Nearly all snail shells (except for the shells of limpets, abalone, sea hares, etc.) can be visualized as a tube of increasing diameter, closed at the small end, and spirally wrapped around a central axis. For more information, see Gastropod shell.

Each complete rotation of this spirally-arranged tube is called a whorl. The whorls of a snail shell usually overlap one another, forming a spire. Where the whorls overlap, there is usually a clear (if narrow) indentation. This indentation forms a visible line, which is continuous and reaches from the apex of the shell to the aperture; this line is the suture.

Details of the suture are often useful in discriminating one species from another, for example, sometimes the suture is channeled.

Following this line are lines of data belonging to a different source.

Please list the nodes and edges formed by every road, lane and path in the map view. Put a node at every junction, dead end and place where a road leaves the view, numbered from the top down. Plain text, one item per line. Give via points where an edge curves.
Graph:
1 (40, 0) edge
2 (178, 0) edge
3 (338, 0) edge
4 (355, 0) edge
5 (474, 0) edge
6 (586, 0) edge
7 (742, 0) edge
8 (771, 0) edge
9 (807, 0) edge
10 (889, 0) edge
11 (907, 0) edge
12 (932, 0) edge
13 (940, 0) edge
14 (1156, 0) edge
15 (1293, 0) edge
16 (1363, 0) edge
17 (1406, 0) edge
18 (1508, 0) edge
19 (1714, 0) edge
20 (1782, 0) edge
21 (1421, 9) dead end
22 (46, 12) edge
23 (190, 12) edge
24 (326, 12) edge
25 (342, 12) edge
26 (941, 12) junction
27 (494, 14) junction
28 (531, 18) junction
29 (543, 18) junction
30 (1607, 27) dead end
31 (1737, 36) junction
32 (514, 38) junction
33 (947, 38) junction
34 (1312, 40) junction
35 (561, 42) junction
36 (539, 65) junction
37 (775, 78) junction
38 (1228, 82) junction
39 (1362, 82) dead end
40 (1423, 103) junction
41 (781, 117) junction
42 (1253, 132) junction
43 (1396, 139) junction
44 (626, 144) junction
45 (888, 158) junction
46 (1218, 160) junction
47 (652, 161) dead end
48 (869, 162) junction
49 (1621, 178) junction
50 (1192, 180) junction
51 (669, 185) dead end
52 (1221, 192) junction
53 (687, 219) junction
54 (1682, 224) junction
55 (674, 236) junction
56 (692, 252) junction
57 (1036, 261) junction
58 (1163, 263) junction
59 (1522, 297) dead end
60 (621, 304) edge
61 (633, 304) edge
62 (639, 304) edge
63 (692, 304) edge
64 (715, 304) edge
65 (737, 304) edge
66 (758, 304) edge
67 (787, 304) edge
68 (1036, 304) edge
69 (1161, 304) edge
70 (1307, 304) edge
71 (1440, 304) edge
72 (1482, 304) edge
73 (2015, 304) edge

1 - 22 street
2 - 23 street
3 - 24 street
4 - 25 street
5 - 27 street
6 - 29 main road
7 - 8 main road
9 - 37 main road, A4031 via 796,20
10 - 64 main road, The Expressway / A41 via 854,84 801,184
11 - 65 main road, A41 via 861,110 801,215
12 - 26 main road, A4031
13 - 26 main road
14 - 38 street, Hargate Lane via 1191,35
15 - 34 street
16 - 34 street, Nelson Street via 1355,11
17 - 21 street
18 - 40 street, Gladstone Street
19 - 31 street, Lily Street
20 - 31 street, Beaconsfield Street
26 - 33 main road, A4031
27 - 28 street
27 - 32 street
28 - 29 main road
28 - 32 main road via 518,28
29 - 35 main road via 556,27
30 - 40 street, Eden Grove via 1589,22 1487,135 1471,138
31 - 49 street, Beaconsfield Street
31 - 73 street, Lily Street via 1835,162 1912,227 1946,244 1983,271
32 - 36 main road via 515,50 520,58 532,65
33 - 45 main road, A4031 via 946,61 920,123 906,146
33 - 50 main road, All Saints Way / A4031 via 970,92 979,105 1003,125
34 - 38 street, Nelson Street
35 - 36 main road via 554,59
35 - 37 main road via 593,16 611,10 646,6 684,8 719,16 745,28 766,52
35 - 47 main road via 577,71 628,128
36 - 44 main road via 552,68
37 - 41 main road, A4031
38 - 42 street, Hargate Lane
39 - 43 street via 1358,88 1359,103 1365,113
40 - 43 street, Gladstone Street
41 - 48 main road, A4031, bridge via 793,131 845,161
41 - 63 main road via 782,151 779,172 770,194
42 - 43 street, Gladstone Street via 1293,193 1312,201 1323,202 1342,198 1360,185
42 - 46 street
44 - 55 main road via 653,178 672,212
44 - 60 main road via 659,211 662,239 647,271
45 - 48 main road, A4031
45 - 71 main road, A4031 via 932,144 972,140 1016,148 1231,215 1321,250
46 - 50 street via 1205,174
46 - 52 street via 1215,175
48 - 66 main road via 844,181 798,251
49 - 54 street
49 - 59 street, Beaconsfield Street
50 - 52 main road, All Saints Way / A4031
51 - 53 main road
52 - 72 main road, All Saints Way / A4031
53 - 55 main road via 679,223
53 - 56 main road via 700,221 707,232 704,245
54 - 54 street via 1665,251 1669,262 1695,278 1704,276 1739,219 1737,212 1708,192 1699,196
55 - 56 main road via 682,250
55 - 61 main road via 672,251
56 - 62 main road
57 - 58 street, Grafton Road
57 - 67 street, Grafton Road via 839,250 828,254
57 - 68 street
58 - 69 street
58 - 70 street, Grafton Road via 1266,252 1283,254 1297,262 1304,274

The suture also provides a sort of geographic marker from which one can refer to the positioning of patterning or sculpture, where that is relevant: for example some species have a darker or lighter subsutural band on the shell.

When an angulation of the whorls occurs, the space between it and the suture above it (i.e. the abaxial edge of the sutural ramp) constitutes the area known as the "shoulder" of the shell. The shoulder angle may be simple or keeled, and may sometimes have nodes or spines

===In arthropods===

====Sutures in the carapaces of trilobites====

A trilobite's carapace consisted of calcite and calcium phosphate deposited on a lattice (framework) of chitin (a polysaccharide).

The trilobite body is divided into three major sections: a cephalon (head section) with eyes, mouthparts and sensory organs such as antennae; a thorax of multiple segments which are similar to each other; and a pygidium, or tail section.

In many species, the cephalon had sutures running from back to front round the outside edges of the eyes. These sutures divided the cephalon into three pieces.

The sutures in trilobites' cephalons were unusual because it seems their main function was to create weaknesses, which made it easy for this part of the carapace ("armor") to split when the animal needed to molt.